Activity =>
The pictures must be left out, while the rest of the data is copied exactly.

Collected data entries =>
====
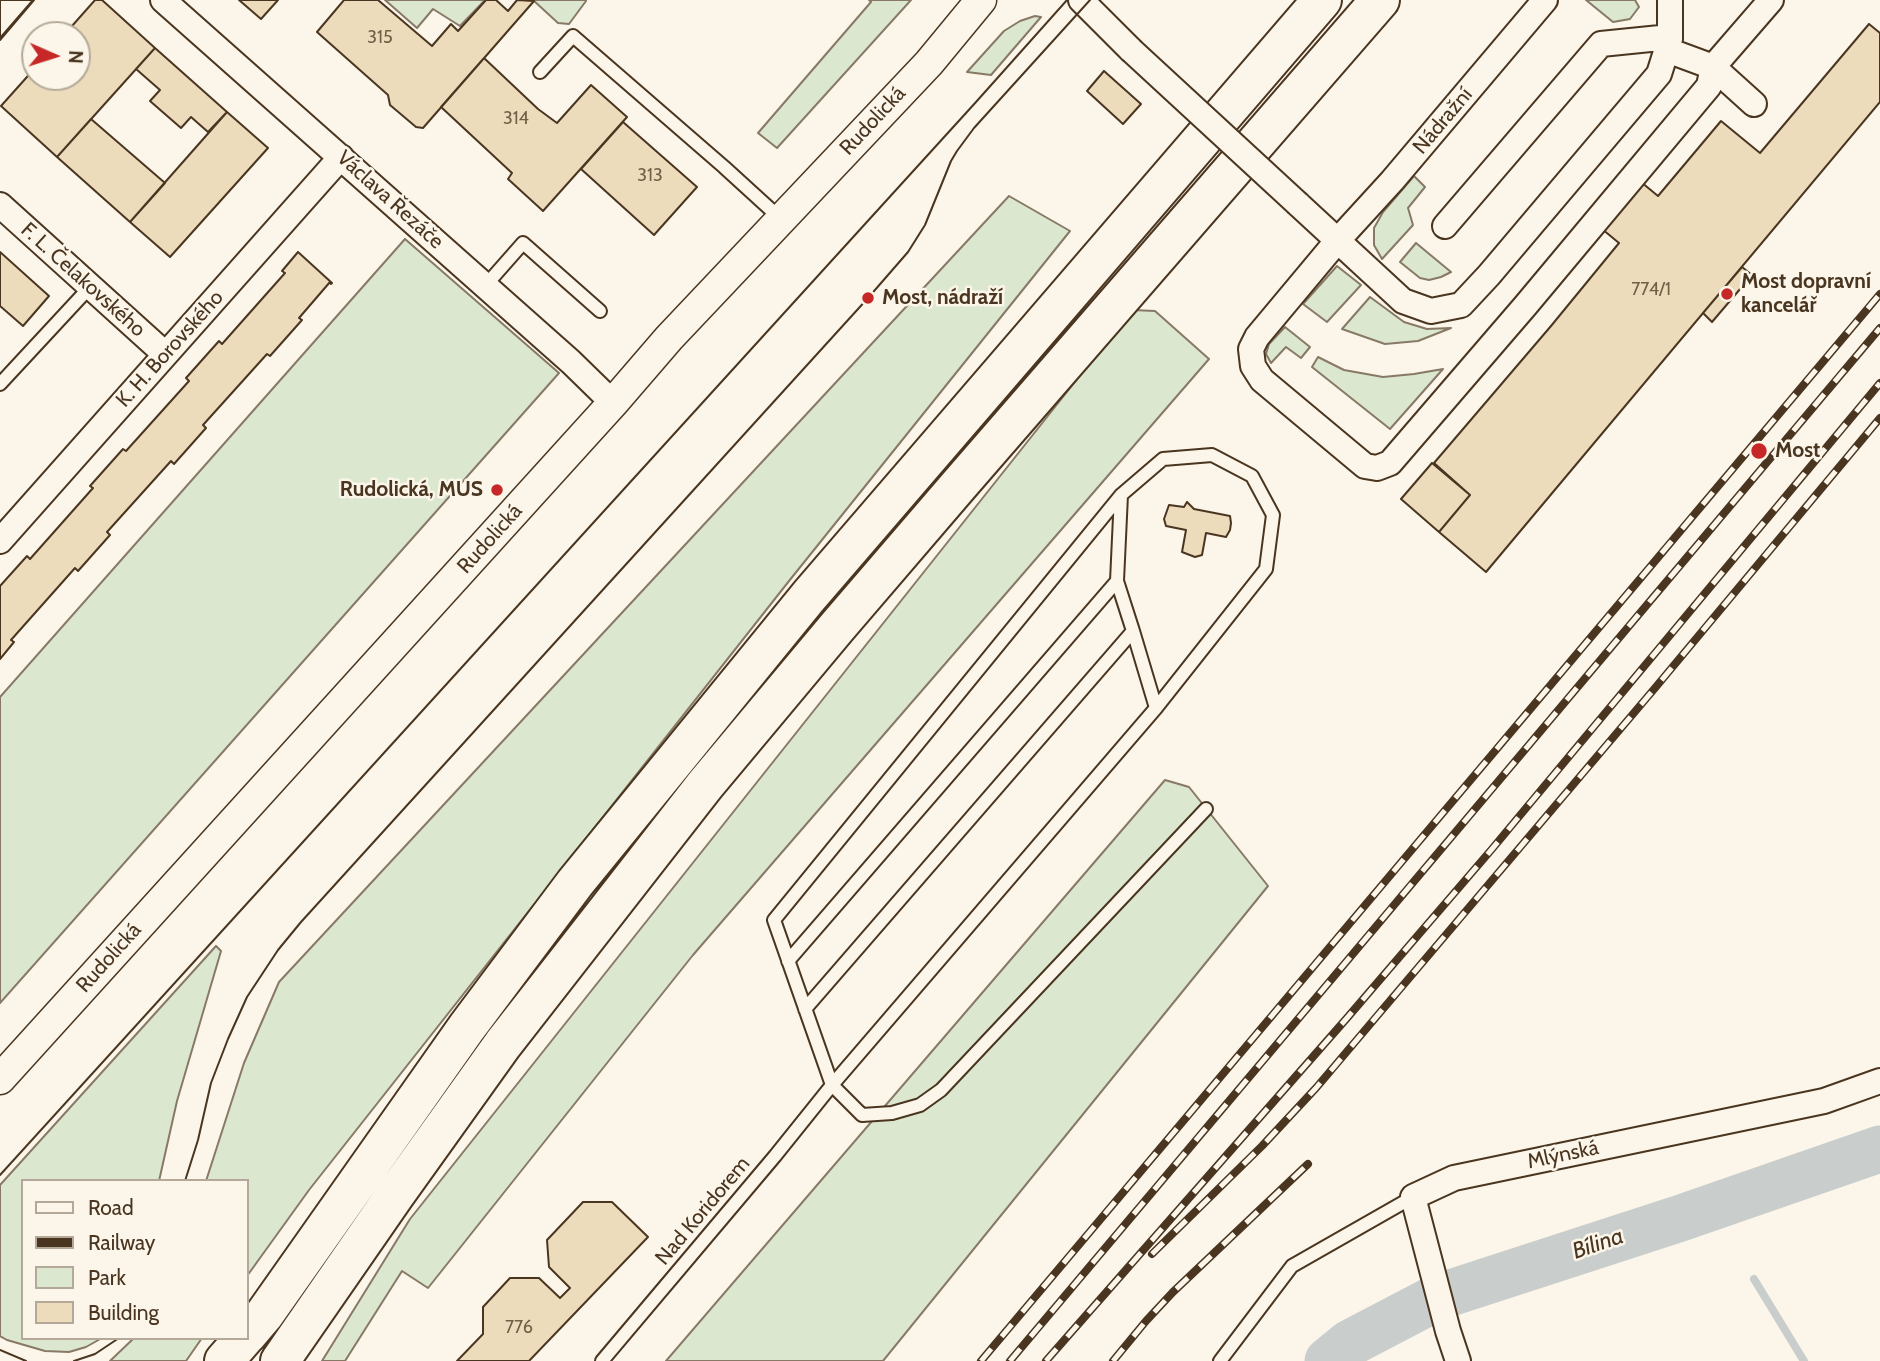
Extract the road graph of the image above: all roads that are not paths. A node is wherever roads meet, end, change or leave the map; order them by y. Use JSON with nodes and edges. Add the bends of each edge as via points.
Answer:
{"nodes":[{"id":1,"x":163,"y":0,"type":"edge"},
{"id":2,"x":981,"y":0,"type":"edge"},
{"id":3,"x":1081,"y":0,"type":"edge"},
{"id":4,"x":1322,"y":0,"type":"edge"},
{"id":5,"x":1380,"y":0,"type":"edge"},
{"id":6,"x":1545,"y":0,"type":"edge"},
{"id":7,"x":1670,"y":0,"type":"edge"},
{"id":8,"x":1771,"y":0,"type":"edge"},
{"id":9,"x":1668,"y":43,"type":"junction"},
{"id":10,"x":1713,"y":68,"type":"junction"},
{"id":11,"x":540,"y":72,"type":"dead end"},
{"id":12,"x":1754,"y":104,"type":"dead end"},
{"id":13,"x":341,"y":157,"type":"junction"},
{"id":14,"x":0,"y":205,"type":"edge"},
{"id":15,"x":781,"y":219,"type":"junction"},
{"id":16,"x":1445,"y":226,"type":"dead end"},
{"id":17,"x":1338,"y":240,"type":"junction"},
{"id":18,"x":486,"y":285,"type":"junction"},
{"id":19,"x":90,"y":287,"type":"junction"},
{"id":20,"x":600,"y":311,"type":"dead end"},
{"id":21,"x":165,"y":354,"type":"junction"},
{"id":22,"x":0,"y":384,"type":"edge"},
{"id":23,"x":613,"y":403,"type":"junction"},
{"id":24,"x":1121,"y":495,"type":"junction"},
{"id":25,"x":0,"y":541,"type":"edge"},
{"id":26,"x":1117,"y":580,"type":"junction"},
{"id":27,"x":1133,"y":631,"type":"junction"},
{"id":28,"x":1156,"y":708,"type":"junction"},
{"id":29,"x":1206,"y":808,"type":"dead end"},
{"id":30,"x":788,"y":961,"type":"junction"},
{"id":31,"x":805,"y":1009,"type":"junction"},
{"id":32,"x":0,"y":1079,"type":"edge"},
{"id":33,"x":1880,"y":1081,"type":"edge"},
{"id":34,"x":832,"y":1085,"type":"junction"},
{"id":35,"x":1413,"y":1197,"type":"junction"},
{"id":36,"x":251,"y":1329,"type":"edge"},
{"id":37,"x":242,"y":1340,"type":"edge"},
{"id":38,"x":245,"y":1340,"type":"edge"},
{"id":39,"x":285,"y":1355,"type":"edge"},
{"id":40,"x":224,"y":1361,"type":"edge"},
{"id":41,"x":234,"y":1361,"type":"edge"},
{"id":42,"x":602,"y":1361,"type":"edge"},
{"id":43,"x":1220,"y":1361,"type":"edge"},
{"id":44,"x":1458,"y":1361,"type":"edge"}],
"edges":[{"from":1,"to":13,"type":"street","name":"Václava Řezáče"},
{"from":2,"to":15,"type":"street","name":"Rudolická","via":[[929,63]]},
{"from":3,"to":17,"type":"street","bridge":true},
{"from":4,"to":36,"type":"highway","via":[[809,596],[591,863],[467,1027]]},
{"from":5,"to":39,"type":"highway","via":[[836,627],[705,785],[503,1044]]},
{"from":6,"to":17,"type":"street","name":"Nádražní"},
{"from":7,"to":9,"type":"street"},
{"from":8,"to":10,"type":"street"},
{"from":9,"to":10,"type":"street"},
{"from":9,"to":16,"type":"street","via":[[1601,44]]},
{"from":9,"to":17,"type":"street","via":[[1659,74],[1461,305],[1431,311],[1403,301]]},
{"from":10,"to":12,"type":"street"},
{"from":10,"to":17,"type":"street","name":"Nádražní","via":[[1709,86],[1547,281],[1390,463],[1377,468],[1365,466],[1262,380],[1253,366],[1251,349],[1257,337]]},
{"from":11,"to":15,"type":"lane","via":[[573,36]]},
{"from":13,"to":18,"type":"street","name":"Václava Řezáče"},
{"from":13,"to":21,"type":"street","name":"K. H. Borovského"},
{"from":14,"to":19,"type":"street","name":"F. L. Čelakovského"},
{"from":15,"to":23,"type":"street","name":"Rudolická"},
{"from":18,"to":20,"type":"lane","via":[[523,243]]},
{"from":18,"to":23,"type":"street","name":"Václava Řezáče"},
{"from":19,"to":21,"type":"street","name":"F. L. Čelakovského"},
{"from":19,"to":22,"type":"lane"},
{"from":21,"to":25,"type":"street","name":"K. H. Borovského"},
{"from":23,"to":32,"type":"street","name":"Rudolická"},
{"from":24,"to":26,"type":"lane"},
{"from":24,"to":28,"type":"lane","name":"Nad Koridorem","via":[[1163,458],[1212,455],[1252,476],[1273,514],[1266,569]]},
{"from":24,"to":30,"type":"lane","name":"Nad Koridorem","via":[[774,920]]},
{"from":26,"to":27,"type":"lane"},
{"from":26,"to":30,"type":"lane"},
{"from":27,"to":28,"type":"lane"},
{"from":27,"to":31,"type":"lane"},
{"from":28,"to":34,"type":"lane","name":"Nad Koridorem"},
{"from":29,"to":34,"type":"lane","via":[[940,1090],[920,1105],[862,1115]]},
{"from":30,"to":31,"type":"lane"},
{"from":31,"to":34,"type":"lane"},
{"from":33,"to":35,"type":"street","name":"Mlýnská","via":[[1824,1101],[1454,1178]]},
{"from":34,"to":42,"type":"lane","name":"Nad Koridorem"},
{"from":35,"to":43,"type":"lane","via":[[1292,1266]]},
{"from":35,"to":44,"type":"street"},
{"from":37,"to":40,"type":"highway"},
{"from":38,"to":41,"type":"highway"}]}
====
Output for this task =>
Extract the road graph of the image above: all roads that are not paths. A node is wherever roads meet, end, change or leave the map; order them by y. Use JSON with nodes and edges. Add the bends of each edge as via points.
Answer:
{"nodes":[{"id":1,"x":163,"y":0,"type":"edge"},
{"id":2,"x":981,"y":0,"type":"edge"},
{"id":3,"x":1081,"y":0,"type":"edge"},
{"id":4,"x":1322,"y":0,"type":"edge"},
{"id":5,"x":1380,"y":0,"type":"edge"},
{"id":6,"x":1545,"y":0,"type":"edge"},
{"id":7,"x":1670,"y":0,"type":"edge"},
{"id":8,"x":1771,"y":0,"type":"edge"},
{"id":9,"x":1668,"y":43,"type":"junction"},
{"id":10,"x":1713,"y":68,"type":"junction"},
{"id":11,"x":540,"y":72,"type":"dead end"},
{"id":12,"x":1754,"y":104,"type":"dead end"},
{"id":13,"x":341,"y":157,"type":"junction"},
{"id":14,"x":0,"y":205,"type":"edge"},
{"id":15,"x":781,"y":219,"type":"junction"},
{"id":16,"x":1445,"y":226,"type":"dead end"},
{"id":17,"x":1338,"y":240,"type":"junction"},
{"id":18,"x":486,"y":285,"type":"junction"},
{"id":19,"x":90,"y":287,"type":"junction"},
{"id":20,"x":600,"y":311,"type":"dead end"},
{"id":21,"x":165,"y":354,"type":"junction"},
{"id":22,"x":0,"y":384,"type":"edge"},
{"id":23,"x":613,"y":403,"type":"junction"},
{"id":24,"x":1121,"y":495,"type":"junction"},
{"id":25,"x":0,"y":541,"type":"edge"},
{"id":26,"x":1117,"y":580,"type":"junction"},
{"id":27,"x":1133,"y":631,"type":"junction"},
{"id":28,"x":1156,"y":708,"type":"junction"},
{"id":29,"x":1206,"y":808,"type":"dead end"},
{"id":30,"x":788,"y":961,"type":"junction"},
{"id":31,"x":805,"y":1009,"type":"junction"},
{"id":32,"x":0,"y":1079,"type":"edge"},
{"id":33,"x":1880,"y":1081,"type":"edge"},
{"id":34,"x":832,"y":1085,"type":"junction"},
{"id":35,"x":1413,"y":1197,"type":"junction"},
{"id":36,"x":251,"y":1329,"type":"edge"},
{"id":37,"x":242,"y":1340,"type":"edge"},
{"id":38,"x":245,"y":1340,"type":"edge"},
{"id":39,"x":285,"y":1355,"type":"edge"},
{"id":40,"x":224,"y":1361,"type":"edge"},
{"id":41,"x":234,"y":1361,"type":"edge"},
{"id":42,"x":602,"y":1361,"type":"edge"},
{"id":43,"x":1220,"y":1361,"type":"edge"},
{"id":44,"x":1458,"y":1361,"type":"edge"}],
"edges":[{"from":1,"to":13,"type":"street","name":"Václava Řezáče"},
{"from":2,"to":15,"type":"street","name":"Rudolická","via":[[929,63]]},
{"from":3,"to":17,"type":"street","bridge":true},
{"from":4,"to":36,"type":"highway","via":[[809,596],[591,863],[467,1027]]},
{"from":5,"to":39,"type":"highway","via":[[836,627],[705,785],[503,1044]]},
{"from":6,"to":17,"type":"street","name":"Nádražní"},
{"from":7,"to":9,"type":"street"},
{"from":8,"to":10,"type":"street"},
{"from":9,"to":10,"type":"street"},
{"from":9,"to":16,"type":"street","via":[[1601,44]]},
{"from":9,"to":17,"type":"street","via":[[1659,74],[1461,305],[1431,311],[1403,301]]},
{"from":10,"to":12,"type":"street"},
{"from":10,"to":17,"type":"street","name":"Nádražní","via":[[1709,86],[1547,281],[1390,463],[1377,468],[1365,466],[1262,380],[1253,366],[1251,349],[1257,337]]},
{"from":11,"to":15,"type":"lane","via":[[573,36]]},
{"from":13,"to":18,"type":"street","name":"Václava Řezáče"},
{"from":13,"to":21,"type":"street","name":"K. H. Borovského"},
{"from":14,"to":19,"type":"street","name":"F. L. Čelakovského"},
{"from":15,"to":23,"type":"street","name":"Rudolická"},
{"from":18,"to":20,"type":"lane","via":[[523,243]]},
{"from":18,"to":23,"type":"street","name":"Václava Řezáče"},
{"from":19,"to":21,"type":"street","name":"F. L. Čelakovského"},
{"from":19,"to":22,"type":"lane"},
{"from":21,"to":25,"type":"street","name":"K. H. Borovského"},
{"from":23,"to":32,"type":"street","name":"Rudolická"},
{"from":24,"to":26,"type":"lane"},
{"from":24,"to":28,"type":"lane","name":"Nad Koridorem","via":[[1163,458],[1212,455],[1252,476],[1273,514],[1266,569]]},
{"from":24,"to":30,"type":"lane","name":"Nad Koridorem","via":[[774,920]]},
{"from":26,"to":27,"type":"lane"},
{"from":26,"to":30,"type":"lane"},
{"from":27,"to":28,"type":"lane"},
{"from":27,"to":31,"type":"lane"},
{"from":28,"to":34,"type":"lane","name":"Nad Koridorem"},
{"from":29,"to":34,"type":"lane","via":[[940,1090],[920,1105],[862,1115]]},
{"from":30,"to":31,"type":"lane"},
{"from":31,"to":34,"type":"lane"},
{"from":33,"to":35,"type":"street","name":"Mlýnská","via":[[1824,1101],[1454,1178]]},
{"from":34,"to":42,"type":"lane","name":"Nad Koridorem"},
{"from":35,"to":43,"type":"lane","via":[[1292,1266]]},
{"from":35,"to":44,"type":"street"},
{"from":37,"to":40,"type":"highway"},
{"from":38,"to":41,"type":"highway"}]}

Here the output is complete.